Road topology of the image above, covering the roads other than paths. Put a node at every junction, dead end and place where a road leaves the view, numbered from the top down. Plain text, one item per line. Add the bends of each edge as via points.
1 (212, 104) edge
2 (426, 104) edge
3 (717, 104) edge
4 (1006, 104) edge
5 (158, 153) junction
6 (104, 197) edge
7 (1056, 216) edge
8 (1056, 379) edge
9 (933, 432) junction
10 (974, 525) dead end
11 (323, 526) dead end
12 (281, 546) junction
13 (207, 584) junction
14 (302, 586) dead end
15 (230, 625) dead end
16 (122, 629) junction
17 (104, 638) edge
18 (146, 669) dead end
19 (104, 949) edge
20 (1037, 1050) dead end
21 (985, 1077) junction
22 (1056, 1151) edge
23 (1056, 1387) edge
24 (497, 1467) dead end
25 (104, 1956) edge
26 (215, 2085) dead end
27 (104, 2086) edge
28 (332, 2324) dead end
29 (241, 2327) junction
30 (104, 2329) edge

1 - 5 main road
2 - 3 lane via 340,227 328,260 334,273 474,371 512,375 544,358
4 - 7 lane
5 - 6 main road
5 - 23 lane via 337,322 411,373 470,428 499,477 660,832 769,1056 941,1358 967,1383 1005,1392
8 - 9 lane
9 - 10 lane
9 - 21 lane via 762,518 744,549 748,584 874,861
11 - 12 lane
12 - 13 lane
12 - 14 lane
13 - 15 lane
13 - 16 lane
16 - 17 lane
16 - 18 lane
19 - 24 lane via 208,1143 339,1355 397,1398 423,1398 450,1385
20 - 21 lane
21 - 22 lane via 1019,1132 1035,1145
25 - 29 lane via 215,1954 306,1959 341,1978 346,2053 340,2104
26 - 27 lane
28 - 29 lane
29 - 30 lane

-.-.-

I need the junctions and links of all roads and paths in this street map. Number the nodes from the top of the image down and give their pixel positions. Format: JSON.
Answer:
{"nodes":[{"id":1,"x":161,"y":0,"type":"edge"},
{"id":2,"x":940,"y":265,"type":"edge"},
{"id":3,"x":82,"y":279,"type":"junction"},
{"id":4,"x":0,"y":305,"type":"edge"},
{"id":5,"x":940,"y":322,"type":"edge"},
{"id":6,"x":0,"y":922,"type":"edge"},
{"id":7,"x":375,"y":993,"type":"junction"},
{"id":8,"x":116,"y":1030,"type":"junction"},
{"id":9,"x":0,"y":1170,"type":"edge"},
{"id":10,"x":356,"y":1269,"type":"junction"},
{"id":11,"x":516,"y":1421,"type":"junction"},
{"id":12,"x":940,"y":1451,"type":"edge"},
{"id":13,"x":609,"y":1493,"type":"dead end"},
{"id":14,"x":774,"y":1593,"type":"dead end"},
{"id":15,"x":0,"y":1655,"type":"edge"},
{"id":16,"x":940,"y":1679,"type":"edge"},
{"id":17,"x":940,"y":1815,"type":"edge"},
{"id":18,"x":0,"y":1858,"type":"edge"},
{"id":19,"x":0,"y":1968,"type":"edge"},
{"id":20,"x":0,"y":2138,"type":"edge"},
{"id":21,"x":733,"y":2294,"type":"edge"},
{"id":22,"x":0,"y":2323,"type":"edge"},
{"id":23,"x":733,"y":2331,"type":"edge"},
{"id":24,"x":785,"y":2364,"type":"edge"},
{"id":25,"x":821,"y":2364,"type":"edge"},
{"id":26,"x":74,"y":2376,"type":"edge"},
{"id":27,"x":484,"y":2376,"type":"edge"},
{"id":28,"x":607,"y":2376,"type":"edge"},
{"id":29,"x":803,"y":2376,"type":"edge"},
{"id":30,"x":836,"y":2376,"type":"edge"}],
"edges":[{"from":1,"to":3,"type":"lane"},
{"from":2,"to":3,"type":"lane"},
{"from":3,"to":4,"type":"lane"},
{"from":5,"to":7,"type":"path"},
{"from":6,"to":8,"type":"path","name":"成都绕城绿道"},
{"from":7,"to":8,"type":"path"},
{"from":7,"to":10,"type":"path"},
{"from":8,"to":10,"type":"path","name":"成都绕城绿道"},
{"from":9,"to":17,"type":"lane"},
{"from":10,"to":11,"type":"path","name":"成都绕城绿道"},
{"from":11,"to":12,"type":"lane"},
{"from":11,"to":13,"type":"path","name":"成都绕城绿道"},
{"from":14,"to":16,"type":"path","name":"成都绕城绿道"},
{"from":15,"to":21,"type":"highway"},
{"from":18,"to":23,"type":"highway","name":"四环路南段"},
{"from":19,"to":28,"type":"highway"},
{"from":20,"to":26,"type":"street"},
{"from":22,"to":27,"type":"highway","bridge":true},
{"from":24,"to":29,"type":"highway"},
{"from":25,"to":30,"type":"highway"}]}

-.-.-

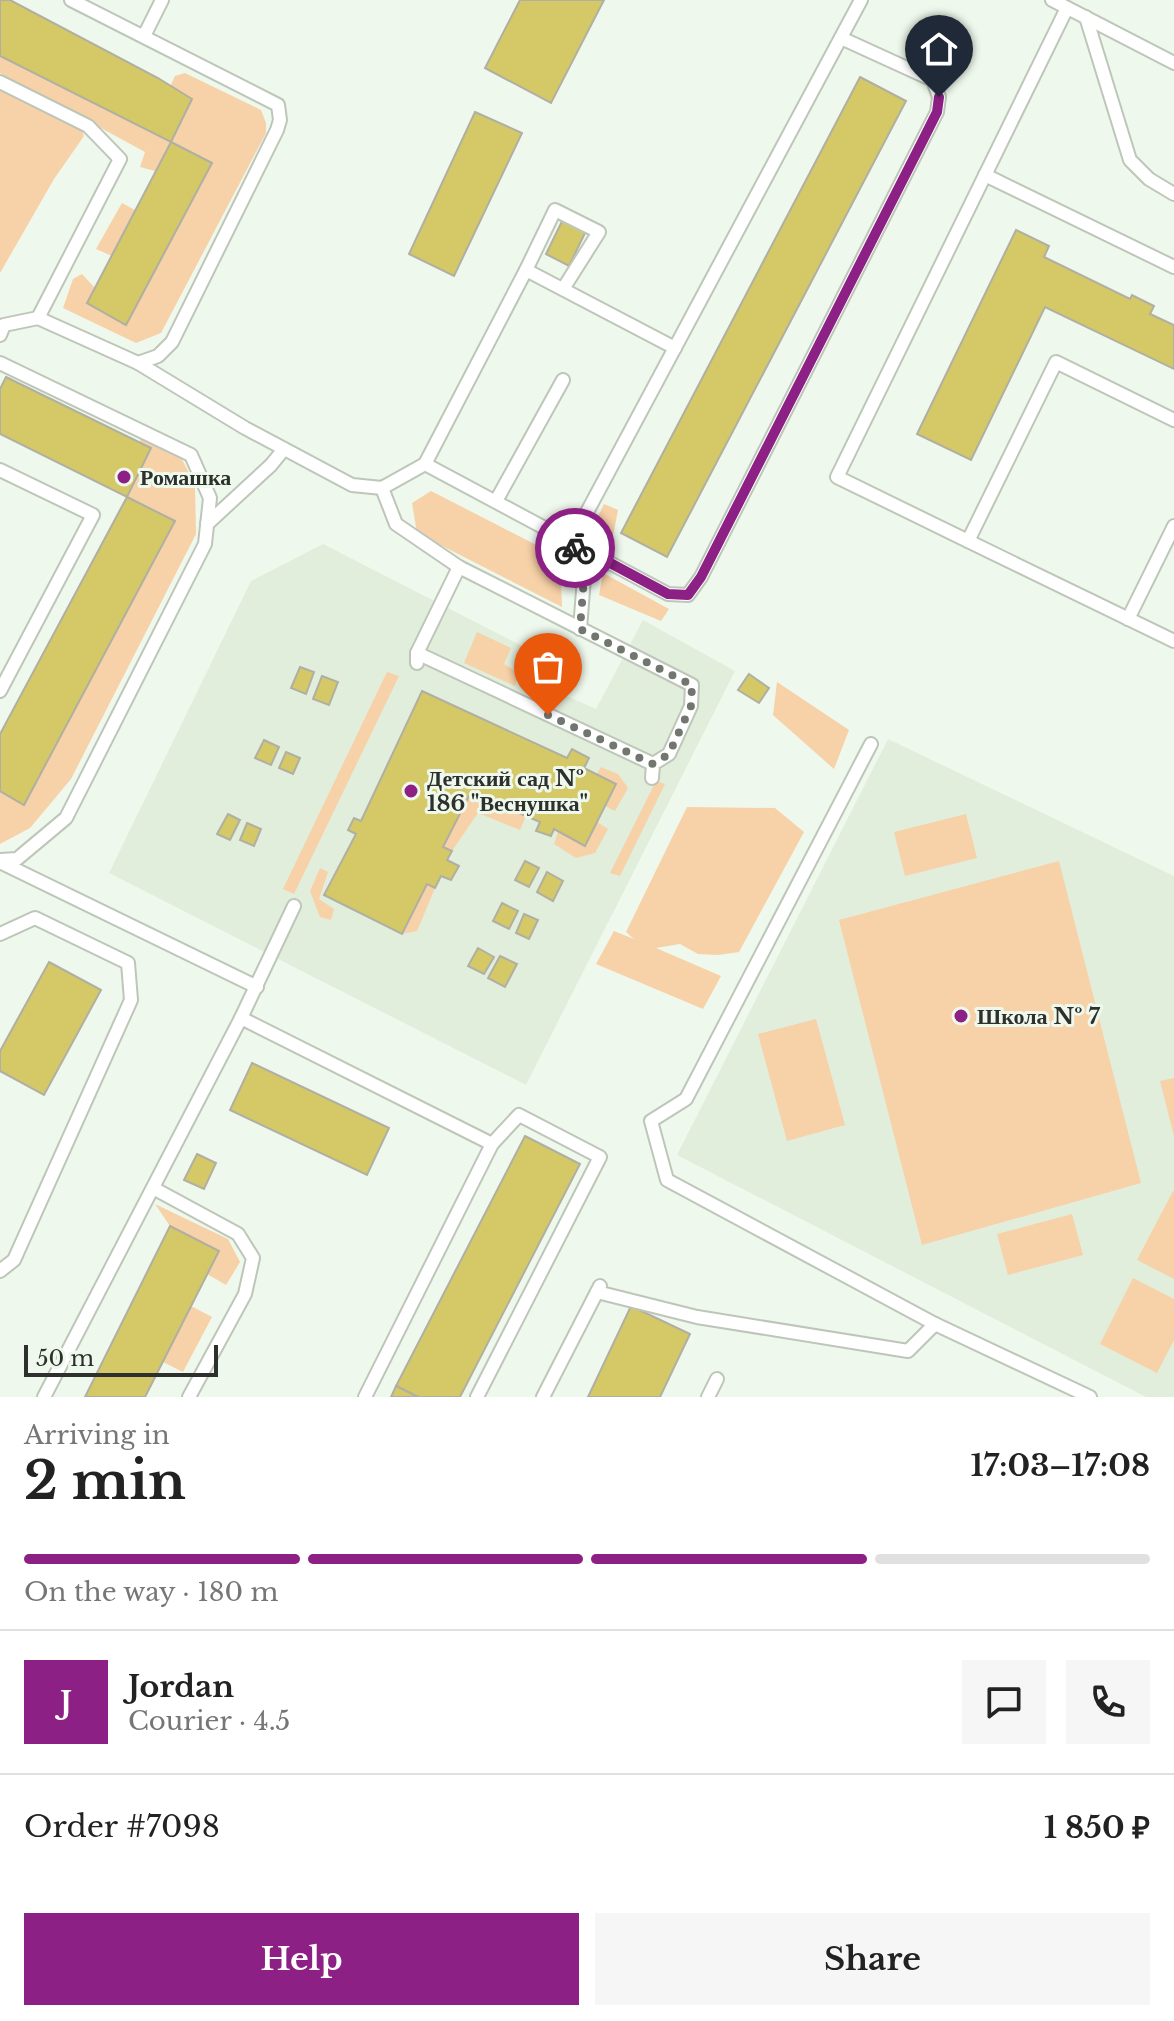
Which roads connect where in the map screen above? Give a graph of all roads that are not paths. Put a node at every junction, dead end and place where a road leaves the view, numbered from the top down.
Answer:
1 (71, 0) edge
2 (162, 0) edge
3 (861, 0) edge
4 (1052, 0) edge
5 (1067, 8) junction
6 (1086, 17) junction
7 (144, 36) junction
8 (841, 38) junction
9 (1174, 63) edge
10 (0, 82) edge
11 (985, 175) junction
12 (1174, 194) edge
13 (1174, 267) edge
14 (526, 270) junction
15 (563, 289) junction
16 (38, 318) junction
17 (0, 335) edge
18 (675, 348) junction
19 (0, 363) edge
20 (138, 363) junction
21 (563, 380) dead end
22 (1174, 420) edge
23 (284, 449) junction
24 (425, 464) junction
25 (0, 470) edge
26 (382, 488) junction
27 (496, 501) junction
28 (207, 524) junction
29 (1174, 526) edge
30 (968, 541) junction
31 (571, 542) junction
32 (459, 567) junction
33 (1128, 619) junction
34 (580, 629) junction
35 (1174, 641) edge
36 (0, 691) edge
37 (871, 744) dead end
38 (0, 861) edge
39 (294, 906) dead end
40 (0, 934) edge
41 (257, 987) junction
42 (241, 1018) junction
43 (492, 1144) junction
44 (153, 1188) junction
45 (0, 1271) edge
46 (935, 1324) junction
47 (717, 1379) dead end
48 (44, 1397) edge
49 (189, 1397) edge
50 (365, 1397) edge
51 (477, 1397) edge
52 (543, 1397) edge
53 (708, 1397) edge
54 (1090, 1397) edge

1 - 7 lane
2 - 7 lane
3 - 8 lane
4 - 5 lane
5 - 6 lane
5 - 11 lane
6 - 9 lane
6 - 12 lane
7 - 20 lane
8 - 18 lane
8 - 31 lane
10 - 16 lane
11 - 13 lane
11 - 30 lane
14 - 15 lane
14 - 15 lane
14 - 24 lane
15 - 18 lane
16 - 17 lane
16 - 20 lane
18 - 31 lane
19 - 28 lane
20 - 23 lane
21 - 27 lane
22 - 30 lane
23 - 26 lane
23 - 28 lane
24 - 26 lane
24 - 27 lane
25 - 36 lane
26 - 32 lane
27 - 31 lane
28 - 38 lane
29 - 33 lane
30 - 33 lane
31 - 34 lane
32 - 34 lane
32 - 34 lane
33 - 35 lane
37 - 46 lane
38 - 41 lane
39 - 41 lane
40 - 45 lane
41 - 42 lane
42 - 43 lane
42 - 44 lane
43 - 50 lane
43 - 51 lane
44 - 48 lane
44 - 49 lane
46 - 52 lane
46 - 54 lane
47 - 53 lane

-.-.-

Exercise instructions:
Where the string "roads" shows up in the listing above, copy the line that holds it.

Your response:
Road topology of the image above, covering the roads other than paths. Put a node at every junction, dead end and place where a road leaves the view, numbered from the top down. Plain text, one item per line. Add the bends of each edge as via points.
I need the junctions and links of all roads and paths in this street map. Number the nodes from the top of the image down and give their pixel positions. Format: JSON.
Which roads connect where in the map screen above? Give a graph of all roads that are not paths. Put a node at every junction, dead end and place where a road leaves the view, numbered from the top down.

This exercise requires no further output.